Punchcards Considered Harmful

punchcard

Most people programming today have never punched a card, but all programming editors still treat code as lines of text—in other words, as if it still might have to fit onto punchcards. As I’ve been saying ranting for a while now, this is holding us back in ways we can barely recognize.

One example is YAML, or rather, the insistence that people must write complex nested data structures as indented lines of text. The rules are well-defined and simple cases are simple, but as anyone who has spent an hour wrestling with a Jekyll or Bookdown configuration file can attest, any complex case is an unproductive nightmare waiting to escape its cage.

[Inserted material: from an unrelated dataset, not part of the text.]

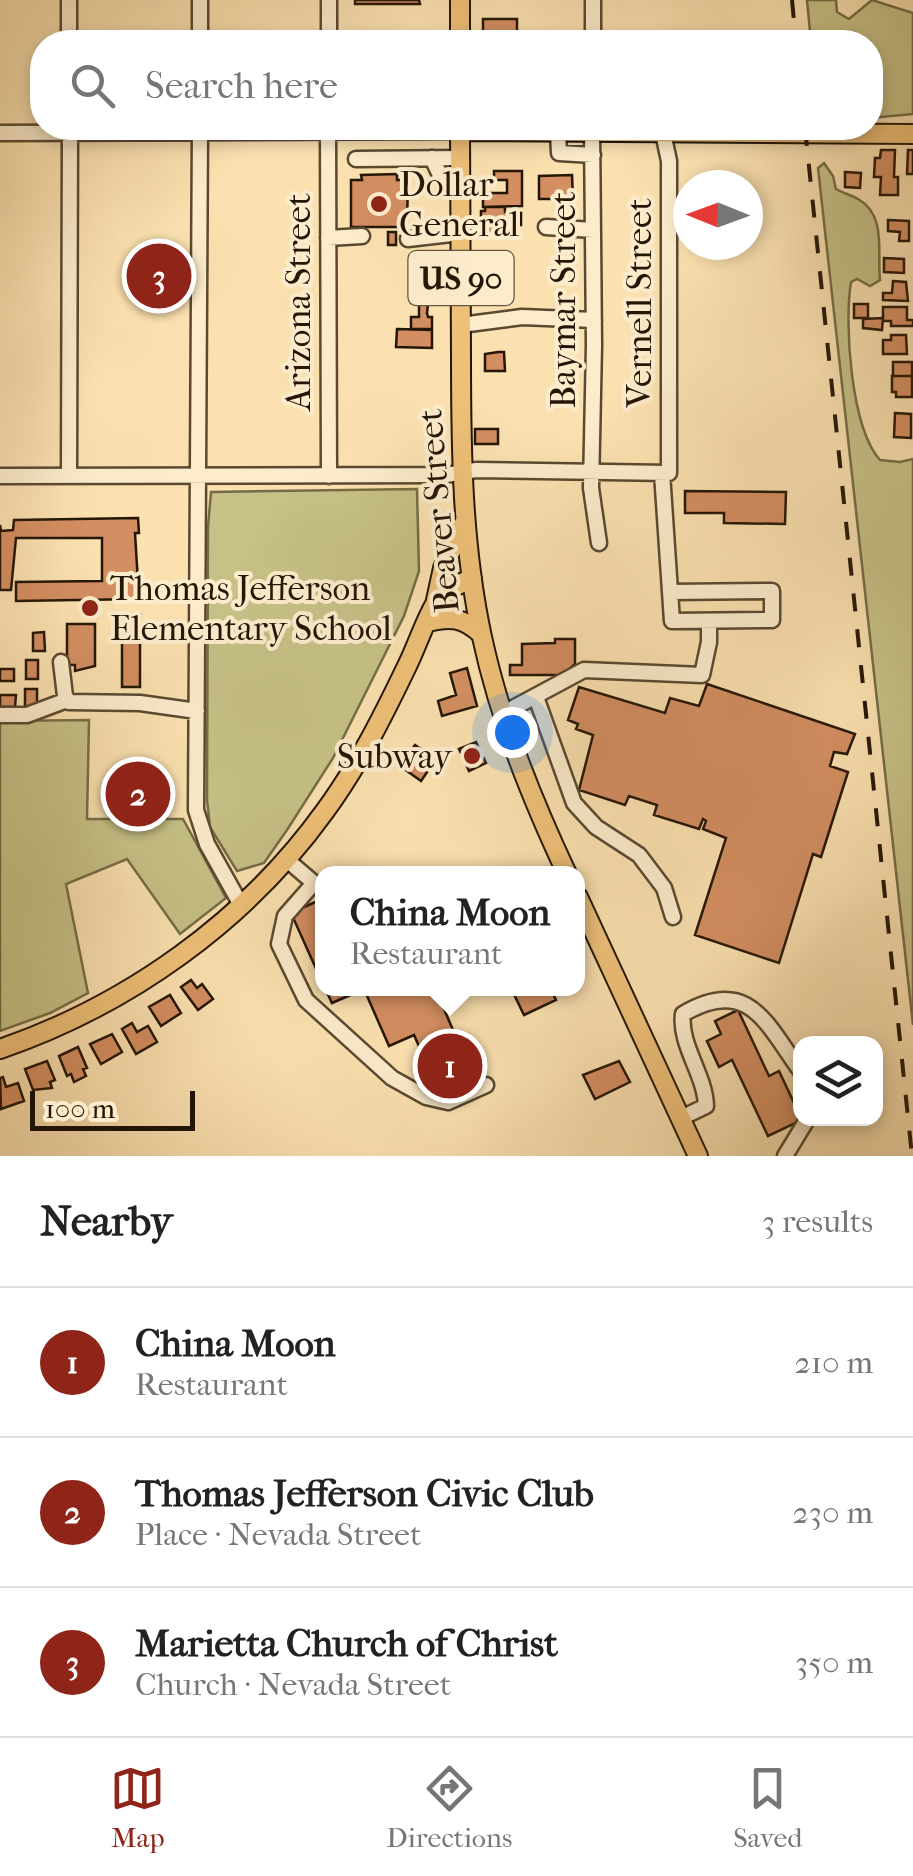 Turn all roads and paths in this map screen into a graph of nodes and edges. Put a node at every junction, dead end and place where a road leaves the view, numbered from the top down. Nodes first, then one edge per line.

So here’s a thought experiment. Imagine that every editor from Notepad to Vim to VS Code automatically displayed CSV files as editable tables. Instead of editing this:

book_filename: "r4de"
language:
  label:
    fig: "Figure "
    tab: "Table "
  ui:
    chapter_name: "Chapter "
output_dir: "docs"
delete_merged_file: false
new_session: true
rmd_files:
  - index.Rmd
  - basics.Rmd
  - tidyverse.Rmd
  - rmarkdown.Rmd
  - package.Rmd
  - references.Rmd

people would read and edit something like this:

book_filename "r4de"
language
label
fig "Figure "
tab "Table "
ui
chapter_name "Chapter "
output_dir "docs"
delete_merged_file false
new_session true
rmd_files
index.Rmd
basics.Rmd
tidyverse.Rmd
rmarkdown.Rmd
package.Rmd
references.Rmd

The file might actually be stored like this:

book_filename,"r4de"
language
,label
,,fig,"Figure "
,,tab,"Table "
,ui
,,chapter_name,"Chapter "
output_dir,"docs"
delete_merged_file,false
new_session,true
rmd_files
,index.Rmd
,basics.Rmd
,tidyverse.Rmd
,rmarkdown.Rmd
,package.Rmd
,references.Rmd

but if programmers could trust everyone’s favorite editor to render rows and columns as rows and columns, I believe that:

  1. most people would choose to use it instead of JSON, YAML, TOML, and STUMBL (OK, I made that last one up, but you weren’t sure, were you?) because

  2. they would find it easier to read and write nested structures if their editor gave them even this little bit of help and guidance.

But I don’t have any evidence for my second claim, which is where you (the ambitious grad student looking for a project) come in. Is there a difference in frustration quotient between YAML-in-a-text-editor and the same data in a table editor? Do people like the experience better if the table editor lives inside their usual editor? And can people find bugs faster or more reliably if nested structures are presented as tables rather than as indented text? My bet is “yes” for all three, but I don’t want you to trust me because I don’t want you to trust people—I want you to trust data.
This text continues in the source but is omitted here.